EXERCISE GOAL: Set down the entries again word for word, without any of the images.
- - -
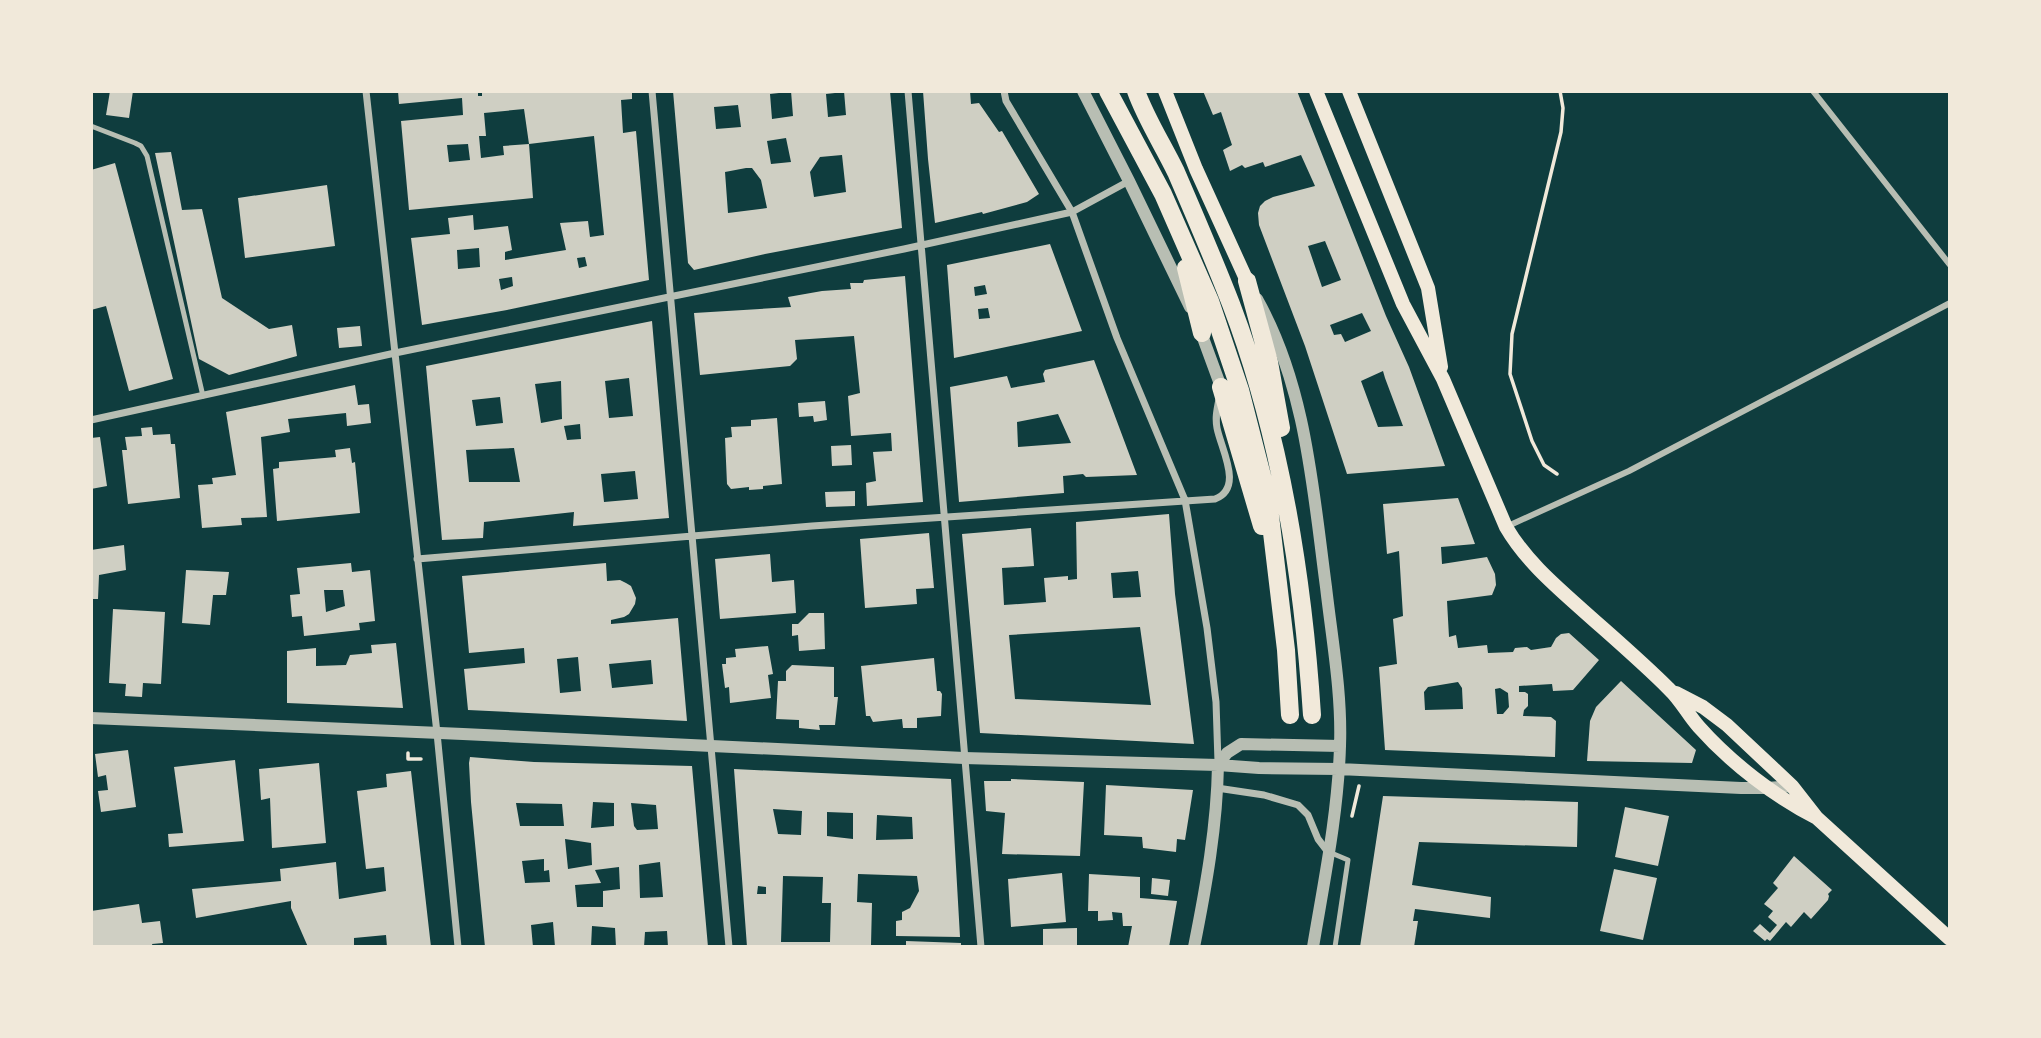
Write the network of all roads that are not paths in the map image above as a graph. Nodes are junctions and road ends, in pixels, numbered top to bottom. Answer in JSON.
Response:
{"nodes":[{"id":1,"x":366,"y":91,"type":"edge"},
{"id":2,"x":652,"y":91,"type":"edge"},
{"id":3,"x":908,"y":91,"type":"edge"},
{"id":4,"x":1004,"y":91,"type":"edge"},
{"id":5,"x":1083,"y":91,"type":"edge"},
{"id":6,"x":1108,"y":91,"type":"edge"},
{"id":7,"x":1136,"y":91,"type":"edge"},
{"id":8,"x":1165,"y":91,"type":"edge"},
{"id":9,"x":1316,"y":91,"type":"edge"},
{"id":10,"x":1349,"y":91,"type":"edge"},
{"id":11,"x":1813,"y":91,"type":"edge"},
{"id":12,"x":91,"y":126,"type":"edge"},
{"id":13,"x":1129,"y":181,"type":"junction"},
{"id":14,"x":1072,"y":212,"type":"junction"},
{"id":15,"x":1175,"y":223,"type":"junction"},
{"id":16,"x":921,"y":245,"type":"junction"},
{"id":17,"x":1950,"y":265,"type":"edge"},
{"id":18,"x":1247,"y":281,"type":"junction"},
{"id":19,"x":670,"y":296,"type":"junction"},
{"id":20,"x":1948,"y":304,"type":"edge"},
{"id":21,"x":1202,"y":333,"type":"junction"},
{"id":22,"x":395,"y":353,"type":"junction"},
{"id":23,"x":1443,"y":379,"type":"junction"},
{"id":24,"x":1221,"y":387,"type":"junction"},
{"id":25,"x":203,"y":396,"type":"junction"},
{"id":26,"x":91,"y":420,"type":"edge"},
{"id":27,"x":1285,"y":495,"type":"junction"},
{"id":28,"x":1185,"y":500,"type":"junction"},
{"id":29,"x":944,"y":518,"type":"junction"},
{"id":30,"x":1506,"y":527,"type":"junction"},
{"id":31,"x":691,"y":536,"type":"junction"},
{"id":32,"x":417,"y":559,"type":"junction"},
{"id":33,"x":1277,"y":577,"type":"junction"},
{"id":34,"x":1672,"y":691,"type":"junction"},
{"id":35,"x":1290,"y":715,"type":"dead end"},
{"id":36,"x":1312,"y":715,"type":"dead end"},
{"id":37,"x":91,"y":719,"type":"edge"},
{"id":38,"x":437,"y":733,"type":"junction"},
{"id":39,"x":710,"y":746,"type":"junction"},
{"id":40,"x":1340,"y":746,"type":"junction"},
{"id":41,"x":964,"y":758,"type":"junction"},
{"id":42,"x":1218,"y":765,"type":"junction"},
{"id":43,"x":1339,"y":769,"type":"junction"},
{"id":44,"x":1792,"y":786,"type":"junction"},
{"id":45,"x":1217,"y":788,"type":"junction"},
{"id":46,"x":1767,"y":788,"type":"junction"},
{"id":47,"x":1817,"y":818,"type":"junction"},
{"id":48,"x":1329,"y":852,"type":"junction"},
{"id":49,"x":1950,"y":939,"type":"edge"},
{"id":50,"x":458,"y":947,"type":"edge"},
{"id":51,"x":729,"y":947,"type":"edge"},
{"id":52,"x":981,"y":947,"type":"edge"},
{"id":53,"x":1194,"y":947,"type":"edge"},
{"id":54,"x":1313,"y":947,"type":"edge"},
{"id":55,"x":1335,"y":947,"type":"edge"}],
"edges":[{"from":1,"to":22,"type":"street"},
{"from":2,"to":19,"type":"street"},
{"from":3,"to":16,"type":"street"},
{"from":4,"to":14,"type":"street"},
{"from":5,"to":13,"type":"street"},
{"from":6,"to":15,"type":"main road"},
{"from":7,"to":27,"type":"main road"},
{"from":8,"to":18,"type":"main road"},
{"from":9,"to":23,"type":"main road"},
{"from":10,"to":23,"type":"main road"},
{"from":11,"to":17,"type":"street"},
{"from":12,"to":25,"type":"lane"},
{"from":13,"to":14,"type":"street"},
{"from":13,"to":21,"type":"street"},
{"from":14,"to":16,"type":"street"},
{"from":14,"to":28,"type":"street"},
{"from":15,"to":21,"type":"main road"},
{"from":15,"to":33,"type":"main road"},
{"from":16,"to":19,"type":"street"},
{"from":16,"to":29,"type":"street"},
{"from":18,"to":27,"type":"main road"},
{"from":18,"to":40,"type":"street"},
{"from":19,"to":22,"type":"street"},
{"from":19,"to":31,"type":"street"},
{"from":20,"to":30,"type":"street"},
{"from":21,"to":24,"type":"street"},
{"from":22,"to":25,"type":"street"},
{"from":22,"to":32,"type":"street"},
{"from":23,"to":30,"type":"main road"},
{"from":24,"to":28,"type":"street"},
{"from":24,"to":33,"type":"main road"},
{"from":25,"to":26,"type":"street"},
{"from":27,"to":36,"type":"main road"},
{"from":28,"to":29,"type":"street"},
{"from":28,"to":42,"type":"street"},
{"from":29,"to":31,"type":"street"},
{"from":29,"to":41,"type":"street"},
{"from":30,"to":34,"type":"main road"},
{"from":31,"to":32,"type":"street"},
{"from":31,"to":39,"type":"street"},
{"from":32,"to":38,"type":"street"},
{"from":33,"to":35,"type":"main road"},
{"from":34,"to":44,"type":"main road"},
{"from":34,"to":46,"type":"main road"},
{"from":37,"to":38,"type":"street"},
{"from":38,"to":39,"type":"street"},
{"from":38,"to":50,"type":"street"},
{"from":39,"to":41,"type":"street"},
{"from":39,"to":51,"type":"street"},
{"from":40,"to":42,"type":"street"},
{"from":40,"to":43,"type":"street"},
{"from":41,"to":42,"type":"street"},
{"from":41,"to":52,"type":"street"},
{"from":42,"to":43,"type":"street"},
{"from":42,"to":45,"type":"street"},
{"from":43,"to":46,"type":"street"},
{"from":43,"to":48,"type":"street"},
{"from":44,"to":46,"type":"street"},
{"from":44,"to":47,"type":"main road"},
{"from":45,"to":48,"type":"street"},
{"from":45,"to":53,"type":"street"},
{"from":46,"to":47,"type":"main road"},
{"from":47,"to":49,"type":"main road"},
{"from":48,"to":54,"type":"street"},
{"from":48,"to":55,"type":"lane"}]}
- - -
ANSWER TO THE PROBLEM:
Write the network of all roads that are not paths in the map image above as a graph. Nodes are junctions and road ends, in pixels, numbered top to bottom. Answer in JSON.
Response:
{"nodes":[{"id":1,"x":366,"y":91,"type":"edge"},
{"id":2,"x":652,"y":91,"type":"edge"},
{"id":3,"x":908,"y":91,"type":"edge"},
{"id":4,"x":1004,"y":91,"type":"edge"},
{"id":5,"x":1083,"y":91,"type":"edge"},
{"id":6,"x":1108,"y":91,"type":"edge"},
{"id":7,"x":1136,"y":91,"type":"edge"},
{"id":8,"x":1165,"y":91,"type":"edge"},
{"id":9,"x":1316,"y":91,"type":"edge"},
{"id":10,"x":1349,"y":91,"type":"edge"},
{"id":11,"x":1813,"y":91,"type":"edge"},
{"id":12,"x":91,"y":126,"type":"edge"},
{"id":13,"x":1129,"y":181,"type":"junction"},
{"id":14,"x":1072,"y":212,"type":"junction"},
{"id":15,"x":1175,"y":223,"type":"junction"},
{"id":16,"x":921,"y":245,"type":"junction"},
{"id":17,"x":1950,"y":265,"type":"edge"},
{"id":18,"x":1247,"y":281,"type":"junction"},
{"id":19,"x":670,"y":296,"type":"junction"},
{"id":20,"x":1948,"y":304,"type":"edge"},
{"id":21,"x":1202,"y":333,"type":"junction"},
{"id":22,"x":395,"y":353,"type":"junction"},
{"id":23,"x":1443,"y":379,"type":"junction"},
{"id":24,"x":1221,"y":387,"type":"junction"},
{"id":25,"x":203,"y":396,"type":"junction"},
{"id":26,"x":91,"y":420,"type":"edge"},
{"id":27,"x":1285,"y":495,"type":"junction"},
{"id":28,"x":1185,"y":500,"type":"junction"},
{"id":29,"x":944,"y":518,"type":"junction"},
{"id":30,"x":1506,"y":527,"type":"junction"},
{"id":31,"x":691,"y":536,"type":"junction"},
{"id":32,"x":417,"y":559,"type":"junction"},
{"id":33,"x":1277,"y":577,"type":"junction"},
{"id":34,"x":1672,"y":691,"type":"junction"},
{"id":35,"x":1290,"y":715,"type":"dead end"},
{"id":36,"x":1312,"y":715,"type":"dead end"},
{"id":37,"x":91,"y":719,"type":"edge"},
{"id":38,"x":437,"y":733,"type":"junction"},
{"id":39,"x":710,"y":746,"type":"junction"},
{"id":40,"x":1340,"y":746,"type":"junction"},
{"id":41,"x":964,"y":758,"type":"junction"},
{"id":42,"x":1218,"y":765,"type":"junction"},
{"id":43,"x":1339,"y":769,"type":"junction"},
{"id":44,"x":1792,"y":786,"type":"junction"},
{"id":45,"x":1217,"y":788,"type":"junction"},
{"id":46,"x":1767,"y":788,"type":"junction"},
{"id":47,"x":1817,"y":818,"type":"junction"},
{"id":48,"x":1329,"y":852,"type":"junction"},
{"id":49,"x":1950,"y":939,"type":"edge"},
{"id":50,"x":458,"y":947,"type":"edge"},
{"id":51,"x":729,"y":947,"type":"edge"},
{"id":52,"x":981,"y":947,"type":"edge"},
{"id":53,"x":1194,"y":947,"type":"edge"},
{"id":54,"x":1313,"y":947,"type":"edge"},
{"id":55,"x":1335,"y":947,"type":"edge"}],
"edges":[{"from":1,"to":22,"type":"street"},
{"from":2,"to":19,"type":"street"},
{"from":3,"to":16,"type":"street"},
{"from":4,"to":14,"type":"street"},
{"from":5,"to":13,"type":"street"},
{"from":6,"to":15,"type":"main road"},
{"from":7,"to":27,"type":"main road"},
{"from":8,"to":18,"type":"main road"},
{"from":9,"to":23,"type":"main road"},
{"from":10,"to":23,"type":"main road"},
{"from":11,"to":17,"type":"street"},
{"from":12,"to":25,"type":"lane"},
{"from":13,"to":14,"type":"street"},
{"from":13,"to":21,"type":"street"},
{"from":14,"to":16,"type":"street"},
{"from":14,"to":28,"type":"street"},
{"from":15,"to":21,"type":"main road"},
{"from":15,"to":33,"type":"main road"},
{"from":16,"to":19,"type":"street"},
{"from":16,"to":29,"type":"street"},
{"from":18,"to":27,"type":"main road"},
{"from":18,"to":40,"type":"street"},
{"from":19,"to":22,"type":"street"},
{"from":19,"to":31,"type":"street"},
{"from":20,"to":30,"type":"street"},
{"from":21,"to":24,"type":"street"},
{"from":22,"to":25,"type":"street"},
{"from":22,"to":32,"type":"street"},
{"from":23,"to":30,"type":"main road"},
{"from":24,"to":28,"type":"street"},
{"from":24,"to":33,"type":"main road"},
{"from":25,"to":26,"type":"street"},
{"from":27,"to":36,"type":"main road"},
{"from":28,"to":29,"type":"street"},
{"from":28,"to":42,"type":"street"},
{"from":29,"to":31,"type":"street"},
{"from":29,"to":41,"type":"street"},
{"from":30,"to":34,"type":"main road"},
{"from":31,"to":32,"type":"street"},
{"from":31,"to":39,"type":"street"},
{"from":32,"to":38,"type":"street"},
{"from":33,"to":35,"type":"main road"},
{"from":34,"to":44,"type":"main road"},
{"from":34,"to":46,"type":"main road"},
{"from":37,"to":38,"type":"street"},
{"from":38,"to":39,"type":"street"},
{"from":38,"to":50,"type":"street"},
{"from":39,"to":41,"type":"street"},
{"from":39,"to":51,"type":"street"},
{"from":40,"to":42,"type":"street"},
{"from":40,"to":43,"type":"street"},
{"from":41,"to":42,"type":"street"},
{"from":41,"to":52,"type":"street"},
{"from":42,"to":43,"type":"street"},
{"from":42,"to":45,"type":"street"},
{"from":43,"to":46,"type":"street"},
{"from":43,"to":48,"type":"street"},
{"from":44,"to":46,"type":"street"},
{"from":44,"to":47,"type":"main road"},
{"from":45,"to":48,"type":"street"},
{"from":45,"to":53,"type":"street"},
{"from":46,"to":47,"type":"main road"},
{"from":47,"to":49,"type":"main road"},
{"from":48,"to":54,"type":"street"},
{"from":48,"to":55,"type":"lane"}]}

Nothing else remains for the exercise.